Another is the precise method of editing Cursorless affords by pruning an abstract syntax tree instead of editing a linear sequence of characters. This seems powerful enough that I think I would continue to use it even if my RSI went away.

A large class of typos also gets eliminated. Once a speech engine correctly identifies a word, it’s never going to misspell it. Typos will instead generally consist of a completely different word, which will be easier to spot while editing.

Last but not least, there’s a certain childlike glee to be had from finding oneself uttering unexpected phrases like “man slap”, “puff beak face” or “chuck paint fox trap”.

Lingering sorrows

While I feel like I’ve come quite a long way already, there are still many areas where I’m totally lost without a mouse or a keyboard. Voice control still makes for a poor replacement for mouse-heavy workflows, like image, audio or video editing. And even such an apparently simple task as scrolling provides its own challenges without a mouse or touchpad. Anything that requires precise mouse movements is generally extremely cumbersome.
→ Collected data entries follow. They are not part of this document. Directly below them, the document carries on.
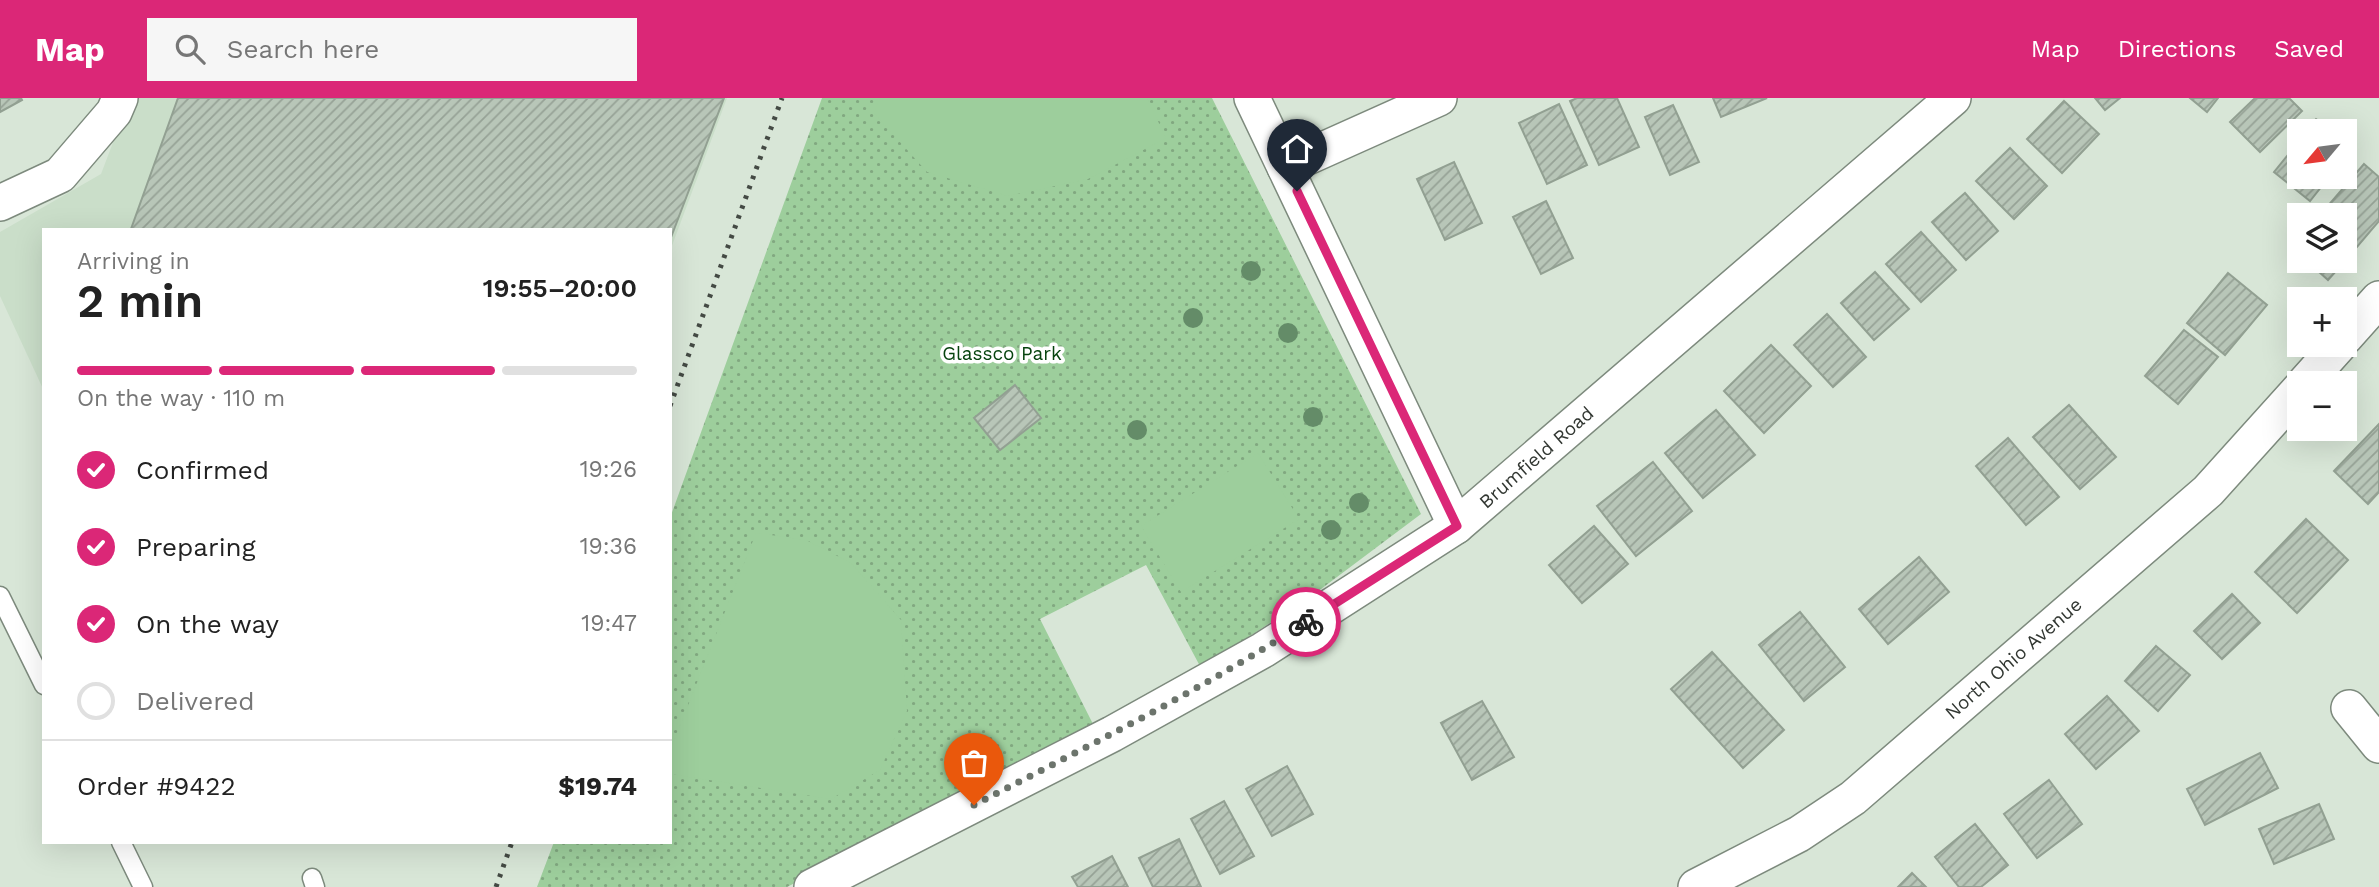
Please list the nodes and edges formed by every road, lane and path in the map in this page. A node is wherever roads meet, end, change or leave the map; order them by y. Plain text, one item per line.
1 (120, 98) edge
2 (1252, 98) edge
3 (1439, 98) edge
4 (1953, 98) edge
5 (1285, 167) junction
6 (0, 203) edge
7 (2379, 299) edge
8 (2357, 324) edge
9 (2328, 357) edge
10 (2316, 371) edge
11 (2287, 403) edge
12 (1457, 526) junction
13 (0, 596) edge
14 (42, 681) edge
15 (2349, 708) dead end
16 (2379, 745) edge
17 (122, 844) edge
18 (144, 887) edge
19 (812, 887) edge
20 (1696, 887) edge

1 - 6 street
2 - 5 street
3 - 5 street
4 - 12 street, Brumfield Road
5 - 12 street
7 - 8 street
9 - 10 street
11 - 20 street, North Ohio Avenue
12 - 19 street, Brumfield Road
13 - 14 lane
15 - 16 street
17 - 18 lane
I’m lucky enough to still have a pair of somewhat usable hands to fall back on when needed. For those needing to go fully hands-free, there are further avenues to explore, such as using a special eye-tracking device to control the mouse pointer, or incorporating noises like hissing, clicking and popping sounds. All this is also supported by Talon.

The verdict

Overall, I’m positively surprised at how usable voice control is today, and how proficient I was able to get in four weeks. Of course I can’t claim to be working at the same speed as with keyboard and mouse, yet, but at least the speed reduction is not so drastic as to cause me to feel completely unproductive.

When it comes to coding specifically, another thing that really helps is how capable AI coding agents like Cursor (contrary as it might seem, Cursor and Cursorless will not cancel each other out to zero) have recently become, in that they reduce further how much actual typing you need to do in the first place.

The biggest pain point remains misidentified commands. The main route to working faster with voice is to batch up a sequence of commands into one utterance. Only trouble is that the longer you make a string of commands, the higher the risk that a misheard one slips through and messes up your editor.

Muscle memory is also a hard foe to beat. There’s no doubt that switching to an entirely new input method requires a lot more cognitive effort, or system 2 activation to use Daniel Kahneman’s term, compared to the deeply ingrained habits of keyboard and mouse use. Becoming successful requires discipline and patience, resisting the urge to just grab the mouse and instead taking the time to figure out the most appropriate voice command for the job.

This exploration also powerfully hit home the point about how diversity and disability can be fuel for innovation. Cursorless would never have seen the light of day if it hadn’t been for a physical disability. DEI vs MAGA 1-0.